• **Exercise brief**: In your copy, each record should read exactly as it does below, and no pictures should be present.

• **Supplied material**:
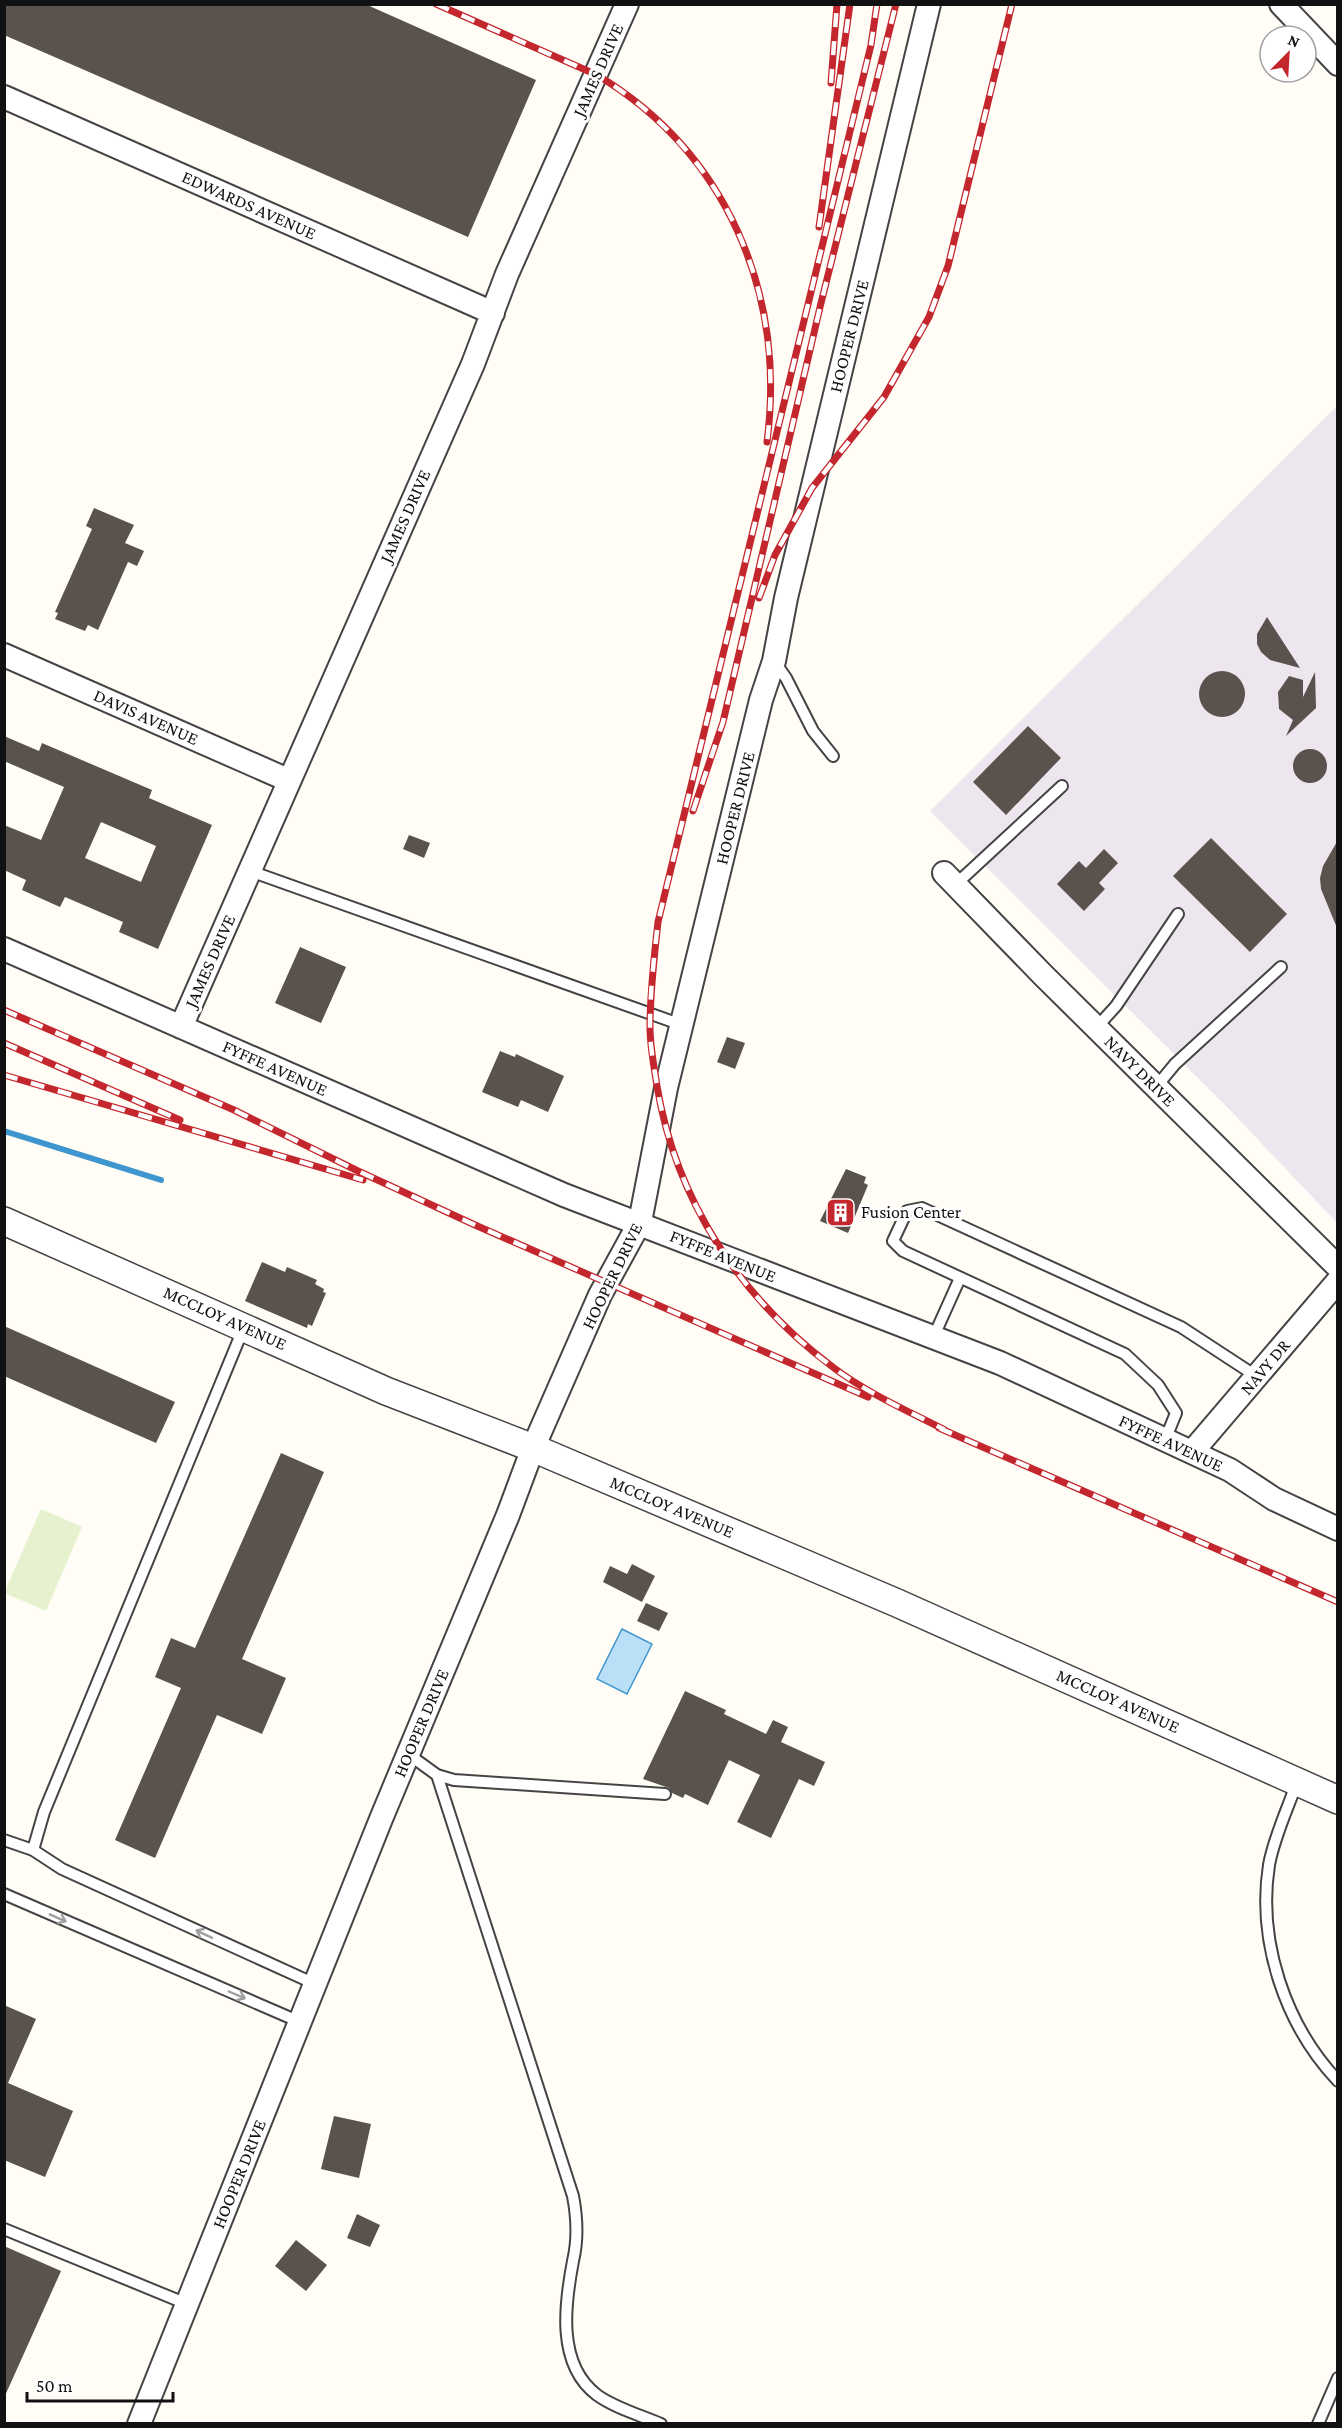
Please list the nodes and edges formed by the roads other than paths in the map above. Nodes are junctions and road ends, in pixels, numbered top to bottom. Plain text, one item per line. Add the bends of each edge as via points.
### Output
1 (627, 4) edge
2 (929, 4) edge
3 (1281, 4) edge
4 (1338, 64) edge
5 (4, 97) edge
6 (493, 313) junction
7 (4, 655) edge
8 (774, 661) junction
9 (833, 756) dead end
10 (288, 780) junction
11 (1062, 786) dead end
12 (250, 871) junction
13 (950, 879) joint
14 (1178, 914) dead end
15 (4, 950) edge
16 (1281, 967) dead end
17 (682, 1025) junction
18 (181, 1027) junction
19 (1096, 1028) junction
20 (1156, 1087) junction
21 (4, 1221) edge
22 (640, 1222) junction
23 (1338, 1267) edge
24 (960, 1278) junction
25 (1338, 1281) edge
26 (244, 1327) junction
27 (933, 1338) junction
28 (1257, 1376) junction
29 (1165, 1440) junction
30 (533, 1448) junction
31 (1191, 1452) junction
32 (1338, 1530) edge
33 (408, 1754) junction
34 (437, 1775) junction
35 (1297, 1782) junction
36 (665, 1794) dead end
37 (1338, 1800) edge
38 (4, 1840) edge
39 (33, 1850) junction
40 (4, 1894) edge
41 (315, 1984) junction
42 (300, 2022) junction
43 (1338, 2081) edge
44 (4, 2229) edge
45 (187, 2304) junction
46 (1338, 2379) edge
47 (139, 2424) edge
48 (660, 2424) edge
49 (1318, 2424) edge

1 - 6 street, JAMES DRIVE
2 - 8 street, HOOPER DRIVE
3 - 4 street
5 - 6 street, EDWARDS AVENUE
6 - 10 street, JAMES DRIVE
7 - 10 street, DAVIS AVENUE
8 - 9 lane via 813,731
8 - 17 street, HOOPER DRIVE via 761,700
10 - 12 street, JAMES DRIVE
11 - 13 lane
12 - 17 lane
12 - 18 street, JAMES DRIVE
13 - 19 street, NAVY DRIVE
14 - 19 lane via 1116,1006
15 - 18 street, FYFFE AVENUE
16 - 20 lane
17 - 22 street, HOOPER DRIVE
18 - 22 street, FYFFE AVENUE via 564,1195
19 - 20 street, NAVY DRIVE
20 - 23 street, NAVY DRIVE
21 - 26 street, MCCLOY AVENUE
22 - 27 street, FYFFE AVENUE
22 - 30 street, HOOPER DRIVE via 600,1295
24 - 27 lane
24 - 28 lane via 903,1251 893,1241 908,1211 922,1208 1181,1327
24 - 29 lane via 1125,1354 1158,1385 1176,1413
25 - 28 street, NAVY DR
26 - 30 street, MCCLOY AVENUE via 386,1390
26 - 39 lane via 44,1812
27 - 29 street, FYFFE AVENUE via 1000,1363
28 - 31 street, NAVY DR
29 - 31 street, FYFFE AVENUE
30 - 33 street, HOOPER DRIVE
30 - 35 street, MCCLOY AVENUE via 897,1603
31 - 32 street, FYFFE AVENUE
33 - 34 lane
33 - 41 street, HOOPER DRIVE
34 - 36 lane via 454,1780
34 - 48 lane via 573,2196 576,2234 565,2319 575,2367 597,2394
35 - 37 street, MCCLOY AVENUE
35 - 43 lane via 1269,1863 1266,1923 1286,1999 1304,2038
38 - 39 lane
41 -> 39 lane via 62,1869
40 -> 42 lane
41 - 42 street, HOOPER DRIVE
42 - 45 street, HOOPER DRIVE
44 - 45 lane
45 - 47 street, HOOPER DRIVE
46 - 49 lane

• **Result for this exercise**:
Please list the nodes and edges formed by the roads other than paths in the map above. Nodes are junctions and road ends, in pixels, numbered top to bottom. Plain text, one item per line. Add the bends of each edge as via points.
### Output
1 (627, 4) edge
2 (929, 4) edge
3 (1281, 4) edge
4 (1338, 64) edge
5 (4, 97) edge
6 (493, 313) junction
7 (4, 655) edge
8 (774, 661) junction
9 (833, 756) dead end
10 (288, 780) junction
11 (1062, 786) dead end
12 (250, 871) junction
13 (950, 879) joint
14 (1178, 914) dead end
15 (4, 950) edge
16 (1281, 967) dead end
17 (682, 1025) junction
18 (181, 1027) junction
19 (1096, 1028) junction
20 (1156, 1087) junction
21 (4, 1221) edge
22 (640, 1222) junction
23 (1338, 1267) edge
24 (960, 1278) junction
25 (1338, 1281) edge
26 (244, 1327) junction
27 (933, 1338) junction
28 (1257, 1376) junction
29 (1165, 1440) junction
30 (533, 1448) junction
31 (1191, 1452) junction
32 (1338, 1530) edge
33 (408, 1754) junction
34 (437, 1775) junction
35 (1297, 1782) junction
36 (665, 1794) dead end
37 (1338, 1800) edge
38 (4, 1840) edge
39 (33, 1850) junction
40 (4, 1894) edge
41 (315, 1984) junction
42 (300, 2022) junction
43 (1338, 2081) edge
44 (4, 2229) edge
45 (187, 2304) junction
46 (1338, 2379) edge
47 (139, 2424) edge
48 (660, 2424) edge
49 (1318, 2424) edge

1 - 6 street, JAMES DRIVE
2 - 8 street, HOOPER DRIVE
3 - 4 street
5 - 6 street, EDWARDS AVENUE
6 - 10 street, JAMES DRIVE
7 - 10 street, DAVIS AVENUE
8 - 9 lane via 813,731
8 - 17 street, HOOPER DRIVE via 761,700
10 - 12 street, JAMES DRIVE
11 - 13 lane
12 - 17 lane
12 - 18 street, JAMES DRIVE
13 - 19 street, NAVY DRIVE
14 - 19 lane via 1116,1006
15 - 18 street, FYFFE AVENUE
16 - 20 lane
17 - 22 street, HOOPER DRIVE
18 - 22 street, FYFFE AVENUE via 564,1195
19 - 20 street, NAVY DRIVE
20 - 23 street, NAVY DRIVE
21 - 26 street, MCCLOY AVENUE
22 - 27 street, FYFFE AVENUE
22 - 30 street, HOOPER DRIVE via 600,1295
24 - 27 lane
24 - 28 lane via 903,1251 893,1241 908,1211 922,1208 1181,1327
24 - 29 lane via 1125,1354 1158,1385 1176,1413
25 - 28 street, NAVY DR
26 - 30 street, MCCLOY AVENUE via 386,1390
26 - 39 lane via 44,1812
27 - 29 street, FYFFE AVENUE via 1000,1363
28 - 31 street, NAVY DR
29 - 31 street, FYFFE AVENUE
30 - 33 street, HOOPER DRIVE
30 - 35 street, MCCLOY AVENUE via 897,1603
31 - 32 street, FYFFE AVENUE
33 - 34 lane
33 - 41 street, HOOPER DRIVE
34 - 36 lane via 454,1780
34 - 48 lane via 573,2196 576,2234 565,2319 575,2367 597,2394
35 - 37 street, MCCLOY AVENUE
35 - 43 lane via 1269,1863 1266,1923 1286,1999 1304,2038
38 - 39 lane
41 -> 39 lane via 62,1869
40 -> 42 lane
41 - 42 street, HOOPER DRIVE
42 - 45 street, HOOPER DRIVE
44 - 45 lane
45 - 47 street, HOOPER DRIVE
46 - 49 lane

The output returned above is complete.